- [INSTRUCTIONS FOR THE TASK]: Where the string "delle" shows up in a line of the records, copy that line.

··· DATA TO USE ···

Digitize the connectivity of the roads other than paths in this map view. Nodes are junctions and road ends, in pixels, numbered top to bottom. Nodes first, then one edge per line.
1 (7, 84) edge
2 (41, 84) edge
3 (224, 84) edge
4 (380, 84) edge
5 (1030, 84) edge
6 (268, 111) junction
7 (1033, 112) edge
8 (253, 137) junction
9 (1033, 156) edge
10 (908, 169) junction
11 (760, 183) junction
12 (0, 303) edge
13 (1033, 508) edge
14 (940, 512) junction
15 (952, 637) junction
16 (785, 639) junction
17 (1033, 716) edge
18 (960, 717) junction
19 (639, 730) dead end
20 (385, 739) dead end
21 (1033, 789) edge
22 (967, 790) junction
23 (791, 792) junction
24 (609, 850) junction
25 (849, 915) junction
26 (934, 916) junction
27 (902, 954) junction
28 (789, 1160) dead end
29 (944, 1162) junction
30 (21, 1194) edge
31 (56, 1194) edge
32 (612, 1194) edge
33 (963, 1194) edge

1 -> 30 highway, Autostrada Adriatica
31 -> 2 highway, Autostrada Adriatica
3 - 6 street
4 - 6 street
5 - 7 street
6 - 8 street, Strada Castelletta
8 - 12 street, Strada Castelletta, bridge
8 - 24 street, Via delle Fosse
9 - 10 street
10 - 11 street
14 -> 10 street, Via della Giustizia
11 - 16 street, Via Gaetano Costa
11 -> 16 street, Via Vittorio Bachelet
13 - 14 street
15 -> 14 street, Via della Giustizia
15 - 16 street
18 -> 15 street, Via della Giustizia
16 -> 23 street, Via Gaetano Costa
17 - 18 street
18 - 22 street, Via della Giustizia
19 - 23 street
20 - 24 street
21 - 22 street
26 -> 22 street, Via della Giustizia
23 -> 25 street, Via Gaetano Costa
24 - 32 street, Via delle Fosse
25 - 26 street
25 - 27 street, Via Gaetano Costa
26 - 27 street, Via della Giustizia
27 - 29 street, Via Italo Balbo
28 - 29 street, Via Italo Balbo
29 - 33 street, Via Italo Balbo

···

- [RESULT OF THE TASK]:
8 - 24 street, Via delle Fosse
24 - 32 street, Via delle Fosse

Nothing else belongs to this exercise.